Problem statement:
Whenever a line below holds the word "road", copy that line.
(Provided records Opens)
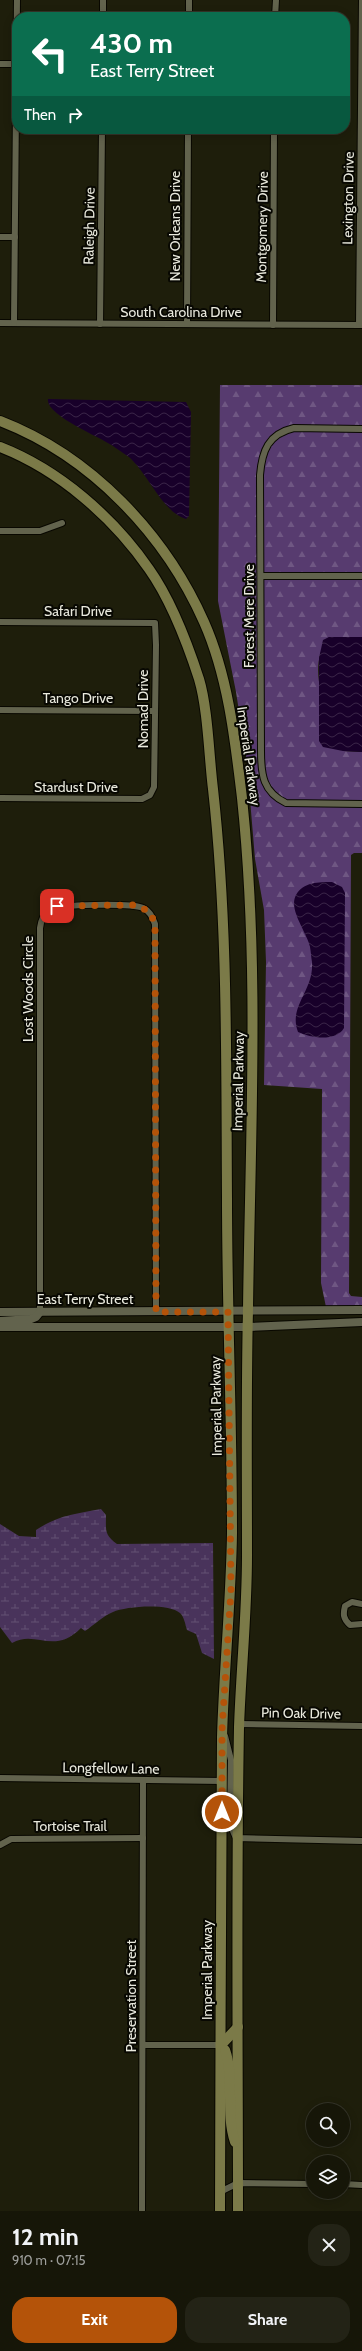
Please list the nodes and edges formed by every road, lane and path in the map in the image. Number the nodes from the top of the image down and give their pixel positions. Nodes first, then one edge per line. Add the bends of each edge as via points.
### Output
(Provided records Closes)
(Provided records Opens)
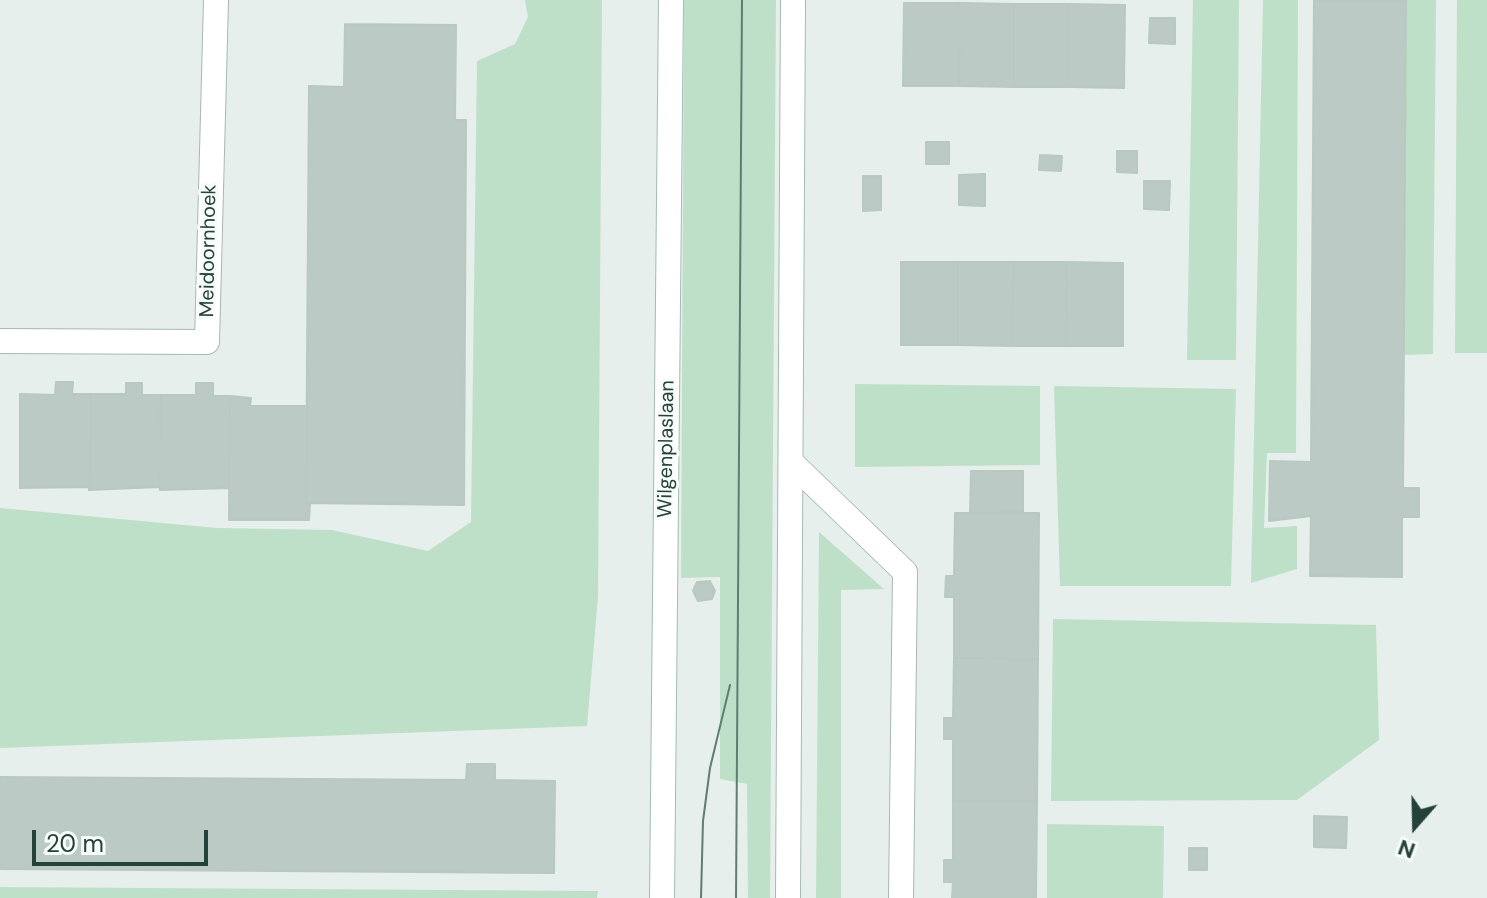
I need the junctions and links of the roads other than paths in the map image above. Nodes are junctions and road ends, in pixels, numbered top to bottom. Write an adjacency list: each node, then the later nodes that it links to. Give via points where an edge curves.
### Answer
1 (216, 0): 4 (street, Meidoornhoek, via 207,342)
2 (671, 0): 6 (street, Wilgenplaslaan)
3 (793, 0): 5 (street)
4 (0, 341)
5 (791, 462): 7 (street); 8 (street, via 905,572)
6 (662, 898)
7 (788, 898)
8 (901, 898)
(Provided records Closes)
Result for this task:
Please list the nodes and edges formed by every road, lane and path in the map in the image. Number the nodes from the top of the image down and give their pixel positions. Nodes first, then one edge per line. Add the bends of each edge as via points.
I need the junctions and links of the roads other than paths in the map image above. Nodes are junctions and road ends, in pixels, numbered top to bottom. Write an adjacency list: each node, then the later nodes that it links to. Give via points where an edge curves.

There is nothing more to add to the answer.